RECORDED INFORMATION section start

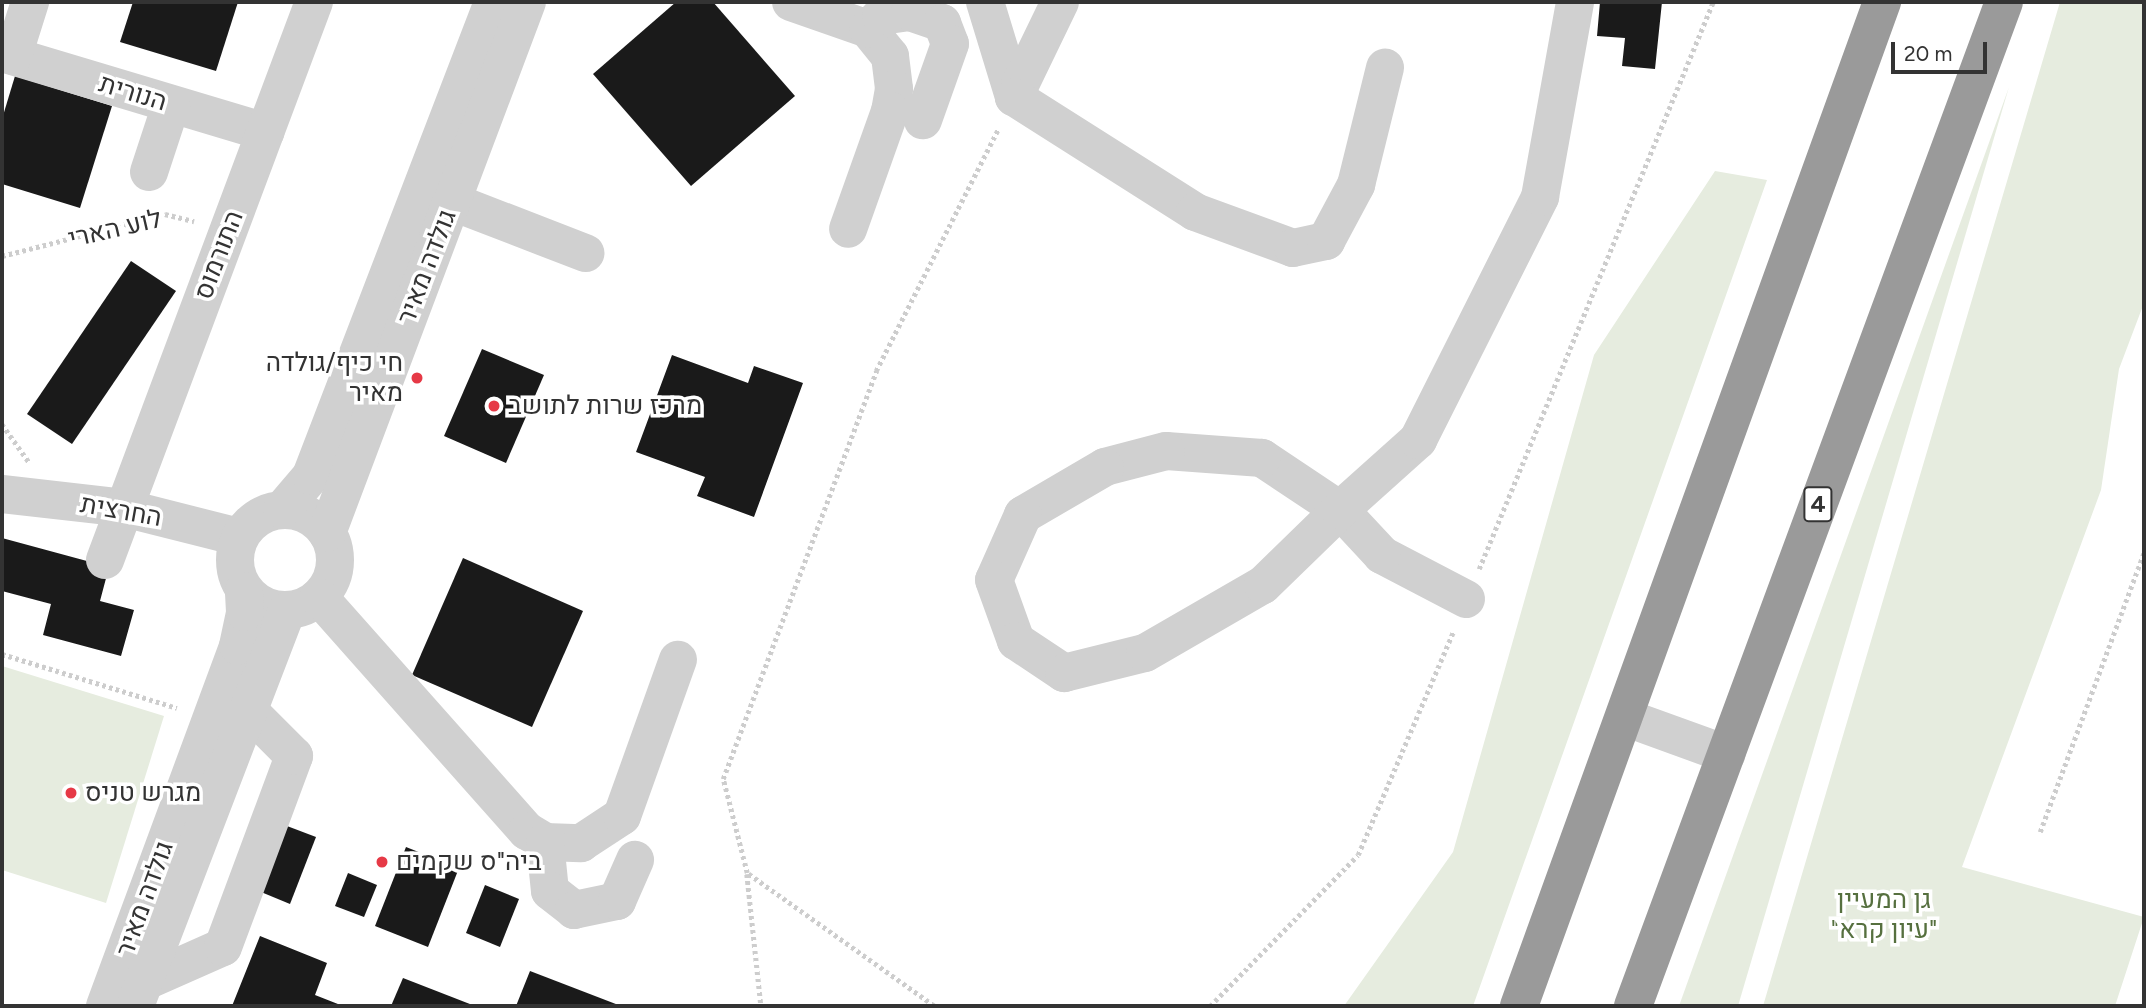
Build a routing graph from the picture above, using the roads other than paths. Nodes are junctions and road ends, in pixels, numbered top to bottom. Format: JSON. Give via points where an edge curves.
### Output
{"nodes":[{"id":1,"x":30,"y":2,"type":"edge"},
{"id":2,"x":314,"y":2,"type":"edge"},
{"id":3,"x":493,"y":2,"type":"edge"},
{"id":4,"x":527,"y":2,"type":"edge"},
{"id":5,"x":791,"y":2,"type":"edge"},
{"id":6,"x":985,"y":2,"type":"edge"},
{"id":7,"x":1060,"y":2,"type":"edge"},
{"id":8,"x":1575,"y":2,"type":"edge"},
{"id":9,"x":1882,"y":2,"type":"edge"},
{"id":10,"x":2004,"y":2,"type":"edge"},
{"id":11,"x":868,"y":29,"type":"junction"},
{"id":12,"x":7,"y":54,"type":"edge"},
{"id":13,"x":1385,"y":68,"type":"dead end"},
{"id":14,"x":1014,"y":97,"type":"junction"},
{"id":15,"x":171,"y":105,"type":"junction"},
{"id":16,"x":923,"y":120,"type":"dead end"},
{"id":17,"x":265,"y":132,"type":"junction"},
{"id":18,"x":149,"y":173,"type":"dead end"},
{"id":19,"x":453,"y":202,"type":"junction"},
{"id":20,"x":848,"y":229,"type":"dead end"},
{"id":21,"x":585,"y":253,"type":"dead end"},
{"id":22,"x":2,"y":494,"type":"edge"},
{"id":23,"x":124,"y":508,"type":"junction"},
{"id":24,"x":282,"y":510,"type":"junction"},
{"id":25,"x":1340,"y":510,"type":"junction"},
{"id":26,"x":327,"y":533,"type":"junction"},
{"id":27,"x":239,"y":537,"type":"junction"},
{"id":28,"x":105,"y":560,"type":"dead end"},
{"id":29,"x":244,"y":592,"type":"junction"},
{"id":30,"x":1466,"y":599,"type":"road end"},
{"id":31,"x":303,"y":604,"type":"junction"},
{"id":32,"x":678,"y":660,"type":"dead end"},
{"id":33,"x":249,"y":711,"type":"junction"},
{"id":34,"x":1624,"y":717,"type":"junction"},
{"id":35,"x":1726,"y":754,"type":"junction"},
{"id":36,"x":545,"y":842,"type":"junction"},
{"id":37,"x":635,"y":860,"type":"dead end"},
{"id":38,"x":140,"y":994,"type":"edge"},
{"id":39,"x":105,"y":1006,"type":"edge"},
{"id":40,"x":1519,"y":1006,"type":"edge"},
{"id":41,"x":1633,"y":1006,"type":"edge"}],
"edges":[{"from":1,"to":12,"type":"street"},
{"from":2,"to":17,"type":"street","name":"התורמוס"},
{"from":3,"to":24,"type":"street","name":"גולדה מאיר","via":[[311,476]]},
{"from":4,"to":19,"type":"street","name":"גולדה מאיר"},
{"from":5,"to":11,"type":"street"},
{"from":6,"to":14,"type":"street"},
{"from":7,"to":14,"type":"street"},
{"from":8,"to":25,"type":"street","via":[[1540,197],[1418,440]]},
{"from":9,"to":34,"type":"highway"},
{"from":10,"to":35,"type":"highway","number":"4"},
{"from":11,"to":16,"type":"street","via":[[881,16],[910,12],[942,23],[950,44]]},
{"from":11,"to":20,"type":"street","via":[[890,56],[894,89]]},
{"from":12,"to":15,"type":"street","name":"הנורית"},
{"from":13,"to":14,"type":"street","via":[[1356,185],[1326,241],[1293,248],[1195,212]]},
{"from":15,"to":17,"type":"street","name":"הנורית"},
{"from":15,"to":18,"type":"street"},
{"from":17,"to":23,"type":"street","name":"התורמוס"},
{"from":19,"to":21,"type":"street"},
{"from":19,"to":26,"type":"street","name":"גולדה מאיר"},
{"from":22,"to":23,"type":"street","name":"החרצית"},
{"from":23,"to":27,"type":"street","name":"החרצית"},
{"from":23,"to":28,"type":"street","name":"התורמוס"},
{"from":24,"to":26,"type":"street","via":[[299,512]]},
{"from":24,"to":27,"type":"street","name":"גולדה מאיר","via":[[258,517]]},
{"from":25,"to":25,"type":"street","via":[[1262,458],[1166,451],[1105,467],[1023,515],[994,580],[1016,641],[1064,673],[1145,653],[1264,585]]},
{"from":25,"to":30,"type":"street","via":[[1382,555]]},
{"from":26,"to":31,"type":"street","name":"גולדה מאיר","via":[[336,558],[333,578]]},
{"from":27,"to":29,"type":"street","name":"גולדה מאיר","via":[[234,563]]},
{"from":29,"to":31,"type":"street","via":[[270,609]]},
{"from":29,"to":39,"type":"street","name":"גולדה מאיר","via":[[238,646]]},
{"from":31,"to":33,"type":"street","name":"גולדה מאיר"},
{"from":31,"to":36,"type":"street","via":[[527,831]]},
{"from":32,"to":36,"type":"street","via":[[622,816],[581,843]]},
{"from":33,"to":38,"type":"street","name":"גולדה מאיר"},
{"from":33,"to":38,"type":"street","via":[[294,756],[223,947]]},
{"from":34,"to":35,"type":"street"},
{"from":34,"to":40,"type":"highway"},
{"from":35,"to":41,"type":"highway","number":"4"},
{"from":36,"to":37,"type":"street","via":[[550,891],[574,910],[617,901]]}]}
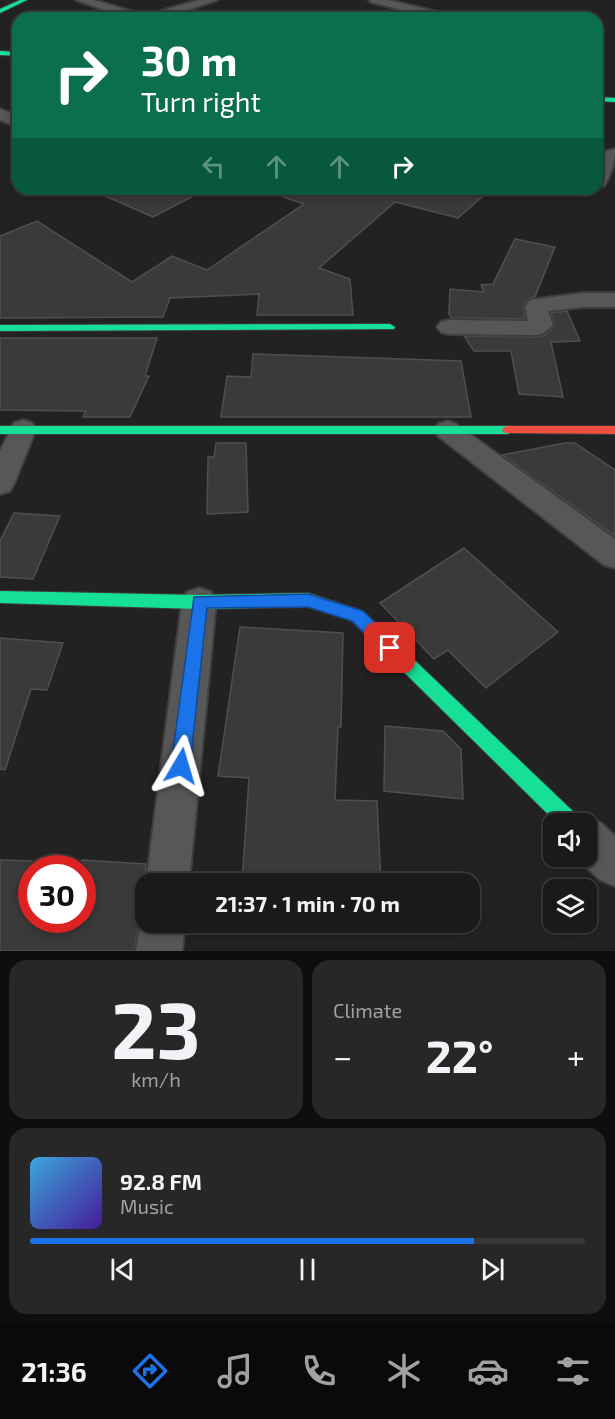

RECORDED INFORMATION section end

In the records above, find each line that mentions the word "הנורית", and copy it.

ANSWER TO THIS PROBLEM.
{"from":12,"to":15,"type":"street","name":"הנורית"},
{"from":15,"to":17,"type":"street","name":"הנורית"},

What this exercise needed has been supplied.